--- Dataset records ---

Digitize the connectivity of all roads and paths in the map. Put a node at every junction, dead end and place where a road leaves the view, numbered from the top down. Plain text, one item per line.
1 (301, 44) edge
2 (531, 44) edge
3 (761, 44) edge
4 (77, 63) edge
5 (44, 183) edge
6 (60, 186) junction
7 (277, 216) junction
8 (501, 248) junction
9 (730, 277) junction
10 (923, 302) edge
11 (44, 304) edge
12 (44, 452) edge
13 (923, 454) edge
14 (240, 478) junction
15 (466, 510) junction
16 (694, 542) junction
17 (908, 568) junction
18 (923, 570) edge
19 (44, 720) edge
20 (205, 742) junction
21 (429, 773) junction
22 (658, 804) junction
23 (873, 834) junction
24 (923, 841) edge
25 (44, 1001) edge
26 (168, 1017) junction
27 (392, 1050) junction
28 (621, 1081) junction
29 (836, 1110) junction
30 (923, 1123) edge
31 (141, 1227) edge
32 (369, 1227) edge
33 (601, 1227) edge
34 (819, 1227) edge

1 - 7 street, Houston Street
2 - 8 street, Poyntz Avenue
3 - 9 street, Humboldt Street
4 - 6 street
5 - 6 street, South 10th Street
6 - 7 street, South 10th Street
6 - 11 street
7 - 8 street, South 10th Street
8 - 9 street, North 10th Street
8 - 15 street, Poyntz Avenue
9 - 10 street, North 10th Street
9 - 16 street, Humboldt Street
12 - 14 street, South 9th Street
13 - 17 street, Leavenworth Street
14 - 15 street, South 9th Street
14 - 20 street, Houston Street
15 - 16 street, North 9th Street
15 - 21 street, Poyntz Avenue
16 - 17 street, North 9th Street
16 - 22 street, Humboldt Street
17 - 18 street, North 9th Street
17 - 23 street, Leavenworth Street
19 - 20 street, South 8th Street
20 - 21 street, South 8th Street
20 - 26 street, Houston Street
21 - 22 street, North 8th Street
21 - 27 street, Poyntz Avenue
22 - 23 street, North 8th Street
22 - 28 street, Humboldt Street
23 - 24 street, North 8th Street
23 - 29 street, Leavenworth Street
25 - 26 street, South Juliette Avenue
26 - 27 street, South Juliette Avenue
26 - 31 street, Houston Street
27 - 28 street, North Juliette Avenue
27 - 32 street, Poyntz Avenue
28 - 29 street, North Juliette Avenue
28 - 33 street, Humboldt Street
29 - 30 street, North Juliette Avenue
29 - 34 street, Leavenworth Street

---
--- Dataset records ---

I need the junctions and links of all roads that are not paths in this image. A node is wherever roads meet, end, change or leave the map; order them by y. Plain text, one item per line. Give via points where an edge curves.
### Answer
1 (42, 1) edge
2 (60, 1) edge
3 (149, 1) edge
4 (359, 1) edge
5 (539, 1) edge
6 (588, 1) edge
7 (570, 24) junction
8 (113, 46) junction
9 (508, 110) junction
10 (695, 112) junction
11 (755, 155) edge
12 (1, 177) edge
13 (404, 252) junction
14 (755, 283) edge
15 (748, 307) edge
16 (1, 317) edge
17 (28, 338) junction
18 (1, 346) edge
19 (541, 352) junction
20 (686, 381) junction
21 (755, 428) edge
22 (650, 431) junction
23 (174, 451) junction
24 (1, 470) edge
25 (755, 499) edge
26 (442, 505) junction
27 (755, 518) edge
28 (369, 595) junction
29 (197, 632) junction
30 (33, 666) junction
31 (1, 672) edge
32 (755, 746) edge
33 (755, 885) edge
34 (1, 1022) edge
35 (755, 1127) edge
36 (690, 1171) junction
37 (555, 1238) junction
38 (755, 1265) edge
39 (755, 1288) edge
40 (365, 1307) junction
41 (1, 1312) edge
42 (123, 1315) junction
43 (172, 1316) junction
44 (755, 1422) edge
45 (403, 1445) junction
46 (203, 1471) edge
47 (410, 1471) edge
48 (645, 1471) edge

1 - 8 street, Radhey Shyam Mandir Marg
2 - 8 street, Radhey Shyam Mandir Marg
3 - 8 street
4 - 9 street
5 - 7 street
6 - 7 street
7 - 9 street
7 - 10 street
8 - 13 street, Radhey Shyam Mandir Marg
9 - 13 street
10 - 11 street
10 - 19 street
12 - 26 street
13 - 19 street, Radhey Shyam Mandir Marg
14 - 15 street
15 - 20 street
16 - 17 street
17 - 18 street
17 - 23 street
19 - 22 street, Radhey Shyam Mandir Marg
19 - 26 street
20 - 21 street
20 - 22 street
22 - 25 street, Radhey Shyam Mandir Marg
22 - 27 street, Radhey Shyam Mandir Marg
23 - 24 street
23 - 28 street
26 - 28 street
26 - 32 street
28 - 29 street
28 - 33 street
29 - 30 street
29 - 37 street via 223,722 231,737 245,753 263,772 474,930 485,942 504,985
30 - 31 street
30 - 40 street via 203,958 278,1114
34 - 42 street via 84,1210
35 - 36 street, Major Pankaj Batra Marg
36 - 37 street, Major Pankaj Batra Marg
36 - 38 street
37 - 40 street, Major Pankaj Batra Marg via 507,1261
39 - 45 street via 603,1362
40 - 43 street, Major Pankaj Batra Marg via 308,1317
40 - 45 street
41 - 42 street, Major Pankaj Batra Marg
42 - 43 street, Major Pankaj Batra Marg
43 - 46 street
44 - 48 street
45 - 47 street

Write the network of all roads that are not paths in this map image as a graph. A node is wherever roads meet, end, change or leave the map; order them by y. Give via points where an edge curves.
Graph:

---
--- Dataset records ---

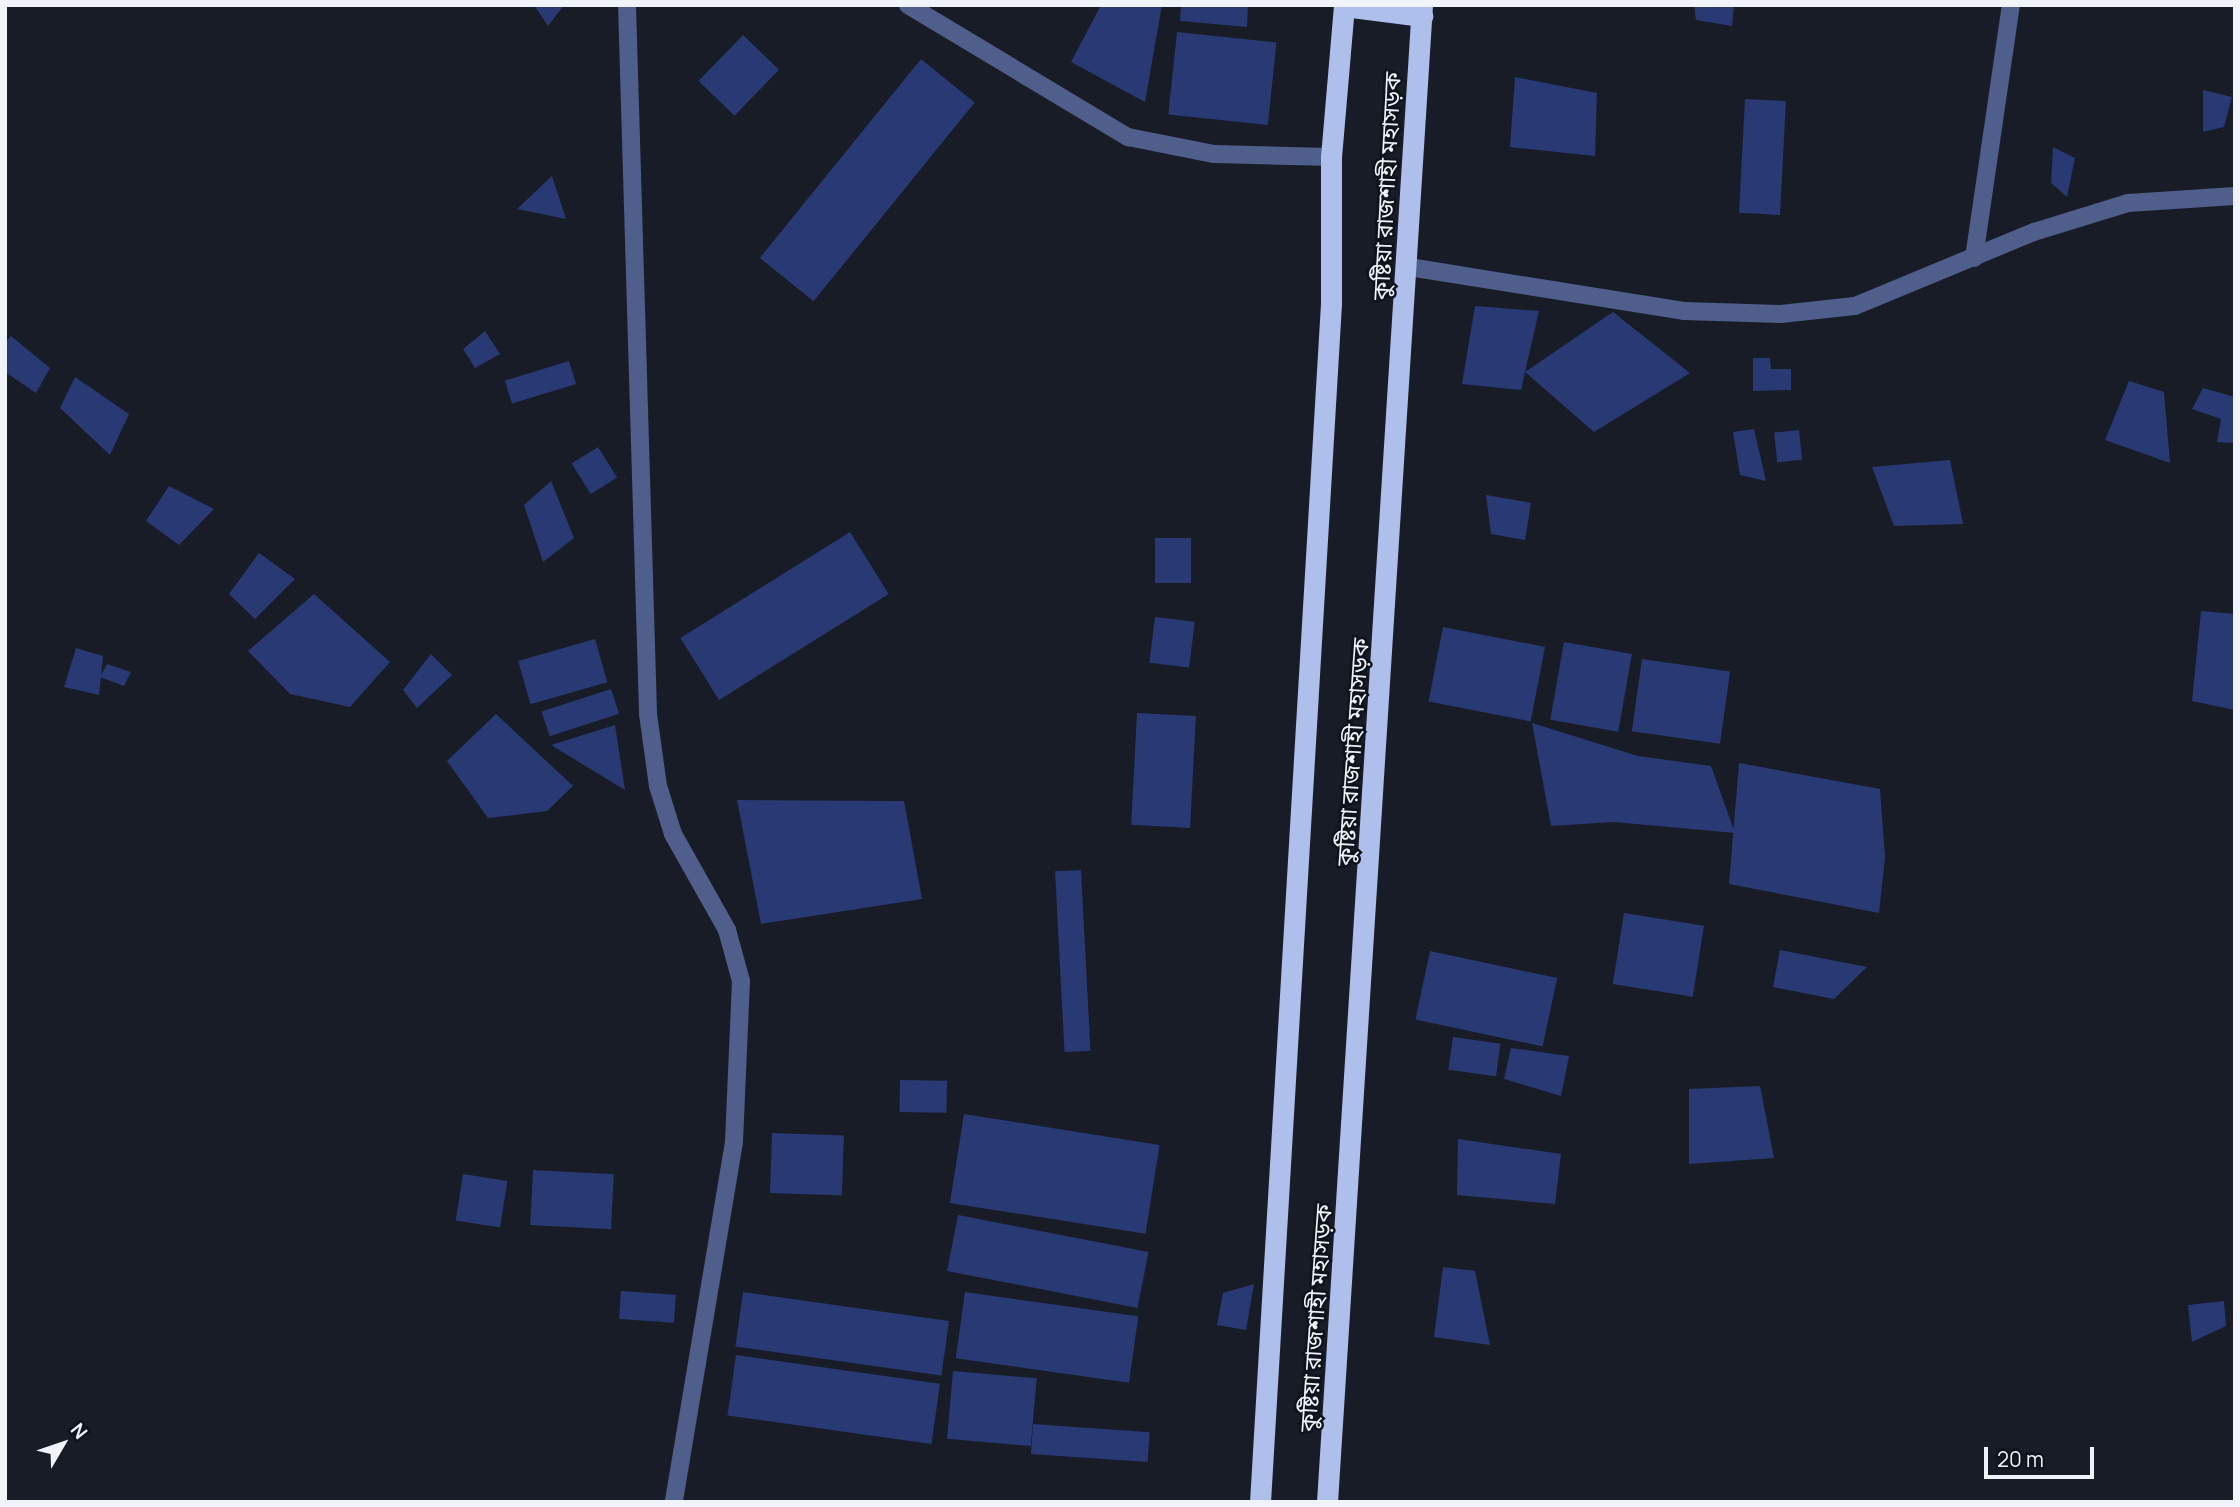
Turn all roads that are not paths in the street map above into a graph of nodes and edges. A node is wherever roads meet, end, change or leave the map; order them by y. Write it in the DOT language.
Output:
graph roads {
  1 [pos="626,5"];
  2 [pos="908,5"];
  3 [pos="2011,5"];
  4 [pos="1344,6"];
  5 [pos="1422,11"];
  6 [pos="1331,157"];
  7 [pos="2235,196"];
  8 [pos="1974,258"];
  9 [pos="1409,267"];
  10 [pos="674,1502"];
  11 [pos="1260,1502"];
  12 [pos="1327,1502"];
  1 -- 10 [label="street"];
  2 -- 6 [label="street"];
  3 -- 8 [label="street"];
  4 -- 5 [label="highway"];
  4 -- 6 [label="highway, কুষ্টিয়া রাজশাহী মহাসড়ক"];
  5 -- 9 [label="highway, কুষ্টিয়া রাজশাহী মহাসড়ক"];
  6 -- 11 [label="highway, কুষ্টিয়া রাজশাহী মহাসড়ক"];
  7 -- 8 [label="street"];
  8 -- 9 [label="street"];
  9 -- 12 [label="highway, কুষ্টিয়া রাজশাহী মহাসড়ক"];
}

---

_What is expected_
Every line above in which the word "this" occurs needs to be copied.

_Answer section_
I need the junctions and links of all roads that are not paths in this image. A node is wherever roads meet, end, change or leave the map; order them by y. Plain text, one item per line. Give via points where an edge curves.
Write the network of all roads that are not paths in this map image as a graph. A node is wherever roads meet, end, change or leave the map; order them by y. Give via points where an edge curves.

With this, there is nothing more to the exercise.